For any delay value,
the actual delay may vary by plus or minus one clock tick.
Using the
DELAY
macro is discouraged because the
processor will be consumed for the specified time interval and therefore is
unavailable to service other threads.
In cases where kernel modules need timing
mechanisms, you should use the
sleep
and
timeout
routines instead of the
DELAY
macro.
The most
common usage of the
DELAY
macro is in the system boot path.
Using
DELAY
in the boot timeline is often acceptable because
there are no other threads in contention for the processor.
[Return to example]
A kernel thread is a single sequential flow of control within a kernel module or other systems-based program. The kernel module or other systems-based program makes use of the routines (instead of a threads library package such as DECthreads) to start, terminate, and delete threads, and perform other kernel thread operations.
Kernel threads execute within (and share) a single address space. Therefore, kernel threads read and write to the same memory locations.
You use kernel threads to improve the performance of a kernel module. Multiple kernel threads are useful in a multiprocessor environment, where kernel threads run concurrently on separate CPUs. However, multiple kernel threads also improve kernel module performance on single-processor systems by permitting the overlap of input, output, or other slow operations with computational operations.
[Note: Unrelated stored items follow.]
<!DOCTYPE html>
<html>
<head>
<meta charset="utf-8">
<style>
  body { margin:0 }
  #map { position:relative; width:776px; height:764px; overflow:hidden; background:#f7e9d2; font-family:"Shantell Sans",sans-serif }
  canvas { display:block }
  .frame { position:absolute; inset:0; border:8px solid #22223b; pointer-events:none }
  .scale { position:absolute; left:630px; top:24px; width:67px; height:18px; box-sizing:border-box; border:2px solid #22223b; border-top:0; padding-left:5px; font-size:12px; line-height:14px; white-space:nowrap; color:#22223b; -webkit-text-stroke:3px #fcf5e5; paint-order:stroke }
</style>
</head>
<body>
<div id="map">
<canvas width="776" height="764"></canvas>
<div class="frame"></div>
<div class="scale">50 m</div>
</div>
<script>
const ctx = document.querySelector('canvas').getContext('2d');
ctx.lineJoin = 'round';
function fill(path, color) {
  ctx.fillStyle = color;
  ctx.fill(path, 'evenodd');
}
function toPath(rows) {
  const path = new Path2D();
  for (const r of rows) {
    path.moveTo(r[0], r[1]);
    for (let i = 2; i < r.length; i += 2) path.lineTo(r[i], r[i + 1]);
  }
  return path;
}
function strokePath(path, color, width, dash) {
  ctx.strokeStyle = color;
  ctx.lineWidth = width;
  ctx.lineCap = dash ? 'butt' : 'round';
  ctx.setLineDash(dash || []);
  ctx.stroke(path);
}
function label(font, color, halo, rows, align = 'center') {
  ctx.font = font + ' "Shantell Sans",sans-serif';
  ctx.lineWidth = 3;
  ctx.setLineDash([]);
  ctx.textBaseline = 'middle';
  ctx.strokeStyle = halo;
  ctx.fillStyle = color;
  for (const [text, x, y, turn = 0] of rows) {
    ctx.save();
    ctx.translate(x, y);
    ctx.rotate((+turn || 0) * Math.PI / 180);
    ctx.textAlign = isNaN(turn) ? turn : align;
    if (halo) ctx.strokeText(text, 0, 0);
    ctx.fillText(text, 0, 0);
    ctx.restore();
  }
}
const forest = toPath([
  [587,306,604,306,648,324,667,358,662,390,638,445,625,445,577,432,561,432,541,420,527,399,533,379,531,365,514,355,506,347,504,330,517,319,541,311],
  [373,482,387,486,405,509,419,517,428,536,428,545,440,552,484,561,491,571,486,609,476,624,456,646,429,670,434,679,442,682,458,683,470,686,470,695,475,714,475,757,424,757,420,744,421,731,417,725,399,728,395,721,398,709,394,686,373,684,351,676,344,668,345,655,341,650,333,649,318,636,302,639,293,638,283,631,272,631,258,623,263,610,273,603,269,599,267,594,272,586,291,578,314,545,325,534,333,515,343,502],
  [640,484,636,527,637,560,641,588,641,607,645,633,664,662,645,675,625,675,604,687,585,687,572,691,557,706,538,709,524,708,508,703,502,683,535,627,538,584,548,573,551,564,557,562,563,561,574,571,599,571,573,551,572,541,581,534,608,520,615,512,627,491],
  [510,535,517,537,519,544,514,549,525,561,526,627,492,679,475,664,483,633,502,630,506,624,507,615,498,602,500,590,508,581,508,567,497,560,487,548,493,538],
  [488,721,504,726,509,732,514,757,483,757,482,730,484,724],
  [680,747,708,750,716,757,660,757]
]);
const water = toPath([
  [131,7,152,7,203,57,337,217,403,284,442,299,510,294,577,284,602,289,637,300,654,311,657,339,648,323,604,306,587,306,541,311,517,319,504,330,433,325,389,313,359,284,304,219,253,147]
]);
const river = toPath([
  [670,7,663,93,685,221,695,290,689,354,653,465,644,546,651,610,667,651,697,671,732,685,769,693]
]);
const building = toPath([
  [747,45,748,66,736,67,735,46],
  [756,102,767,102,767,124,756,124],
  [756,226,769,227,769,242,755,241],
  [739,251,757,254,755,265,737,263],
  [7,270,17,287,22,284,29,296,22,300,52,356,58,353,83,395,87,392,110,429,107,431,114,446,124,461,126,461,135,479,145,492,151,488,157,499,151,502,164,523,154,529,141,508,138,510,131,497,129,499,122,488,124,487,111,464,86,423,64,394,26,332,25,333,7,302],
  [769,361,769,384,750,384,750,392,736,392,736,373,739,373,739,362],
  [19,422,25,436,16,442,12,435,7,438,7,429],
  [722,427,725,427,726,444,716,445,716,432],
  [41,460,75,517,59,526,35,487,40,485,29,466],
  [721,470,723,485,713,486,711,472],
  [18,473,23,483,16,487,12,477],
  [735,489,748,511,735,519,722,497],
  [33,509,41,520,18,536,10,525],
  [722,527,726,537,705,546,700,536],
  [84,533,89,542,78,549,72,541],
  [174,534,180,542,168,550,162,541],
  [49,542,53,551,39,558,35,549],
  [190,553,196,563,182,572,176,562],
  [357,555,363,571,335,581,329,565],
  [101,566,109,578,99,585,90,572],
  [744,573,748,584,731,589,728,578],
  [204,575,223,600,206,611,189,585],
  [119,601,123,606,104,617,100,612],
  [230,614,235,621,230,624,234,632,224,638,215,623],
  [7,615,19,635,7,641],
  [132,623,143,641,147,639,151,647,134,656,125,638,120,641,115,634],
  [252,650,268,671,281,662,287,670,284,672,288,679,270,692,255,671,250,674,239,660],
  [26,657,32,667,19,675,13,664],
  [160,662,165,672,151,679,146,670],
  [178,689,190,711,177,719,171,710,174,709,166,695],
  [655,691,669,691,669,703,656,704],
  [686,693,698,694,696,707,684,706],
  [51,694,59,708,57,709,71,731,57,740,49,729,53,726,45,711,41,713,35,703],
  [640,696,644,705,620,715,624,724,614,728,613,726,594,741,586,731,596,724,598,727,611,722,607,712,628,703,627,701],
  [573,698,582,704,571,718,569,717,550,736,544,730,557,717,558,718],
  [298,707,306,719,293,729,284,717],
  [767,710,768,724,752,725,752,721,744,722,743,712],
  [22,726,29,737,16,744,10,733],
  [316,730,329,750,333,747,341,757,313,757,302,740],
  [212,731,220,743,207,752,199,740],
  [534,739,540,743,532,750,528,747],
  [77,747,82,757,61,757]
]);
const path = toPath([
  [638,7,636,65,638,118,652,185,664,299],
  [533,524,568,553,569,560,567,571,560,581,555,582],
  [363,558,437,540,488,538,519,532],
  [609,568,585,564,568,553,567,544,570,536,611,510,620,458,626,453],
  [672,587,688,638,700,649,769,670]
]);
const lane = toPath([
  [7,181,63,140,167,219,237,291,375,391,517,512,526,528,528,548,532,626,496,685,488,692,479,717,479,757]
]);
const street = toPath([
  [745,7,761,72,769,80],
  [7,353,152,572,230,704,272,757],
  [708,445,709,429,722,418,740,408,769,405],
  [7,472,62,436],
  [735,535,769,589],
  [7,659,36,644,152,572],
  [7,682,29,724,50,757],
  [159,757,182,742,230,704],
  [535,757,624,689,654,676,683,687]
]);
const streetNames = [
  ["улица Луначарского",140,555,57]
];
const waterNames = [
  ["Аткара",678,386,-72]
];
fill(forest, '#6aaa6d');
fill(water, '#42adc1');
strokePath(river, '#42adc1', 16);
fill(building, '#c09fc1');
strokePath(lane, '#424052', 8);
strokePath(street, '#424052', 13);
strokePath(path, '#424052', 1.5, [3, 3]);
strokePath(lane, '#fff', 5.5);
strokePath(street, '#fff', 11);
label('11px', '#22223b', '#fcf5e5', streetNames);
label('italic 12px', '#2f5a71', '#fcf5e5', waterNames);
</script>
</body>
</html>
Kernel threads allow kernel modules to perform other useful work while
waiting for a device to produce its next event, such as the completion of
a disk transfer or the receipt of a packet from the network.
For more information
on using kernel threads, see
Chapter 9.
5.6 Using Locks
In a single-processor environment, kernel modules need not protect the integrity of a resource from activities resulting from the actions of another CPU. However, in a symmetric multiprocessing (SMP) environment, the kernel module must protect (lock) the resource from multiple CPU access to prevent corruption. A resource, from the kernel module's standpoint, is data that more than one kernel thread can manipulate. Locks are the mechanism for sharing resources in an SMP enviroment.
See Chapter 6 for an overview of symmetric multiprocessing and the two locking methods you can use when your kernel modules execute in an SMP environment. Chapter 7 provides information for using simple locks in your kernel module. Chapter 8 provides information for using complex locks.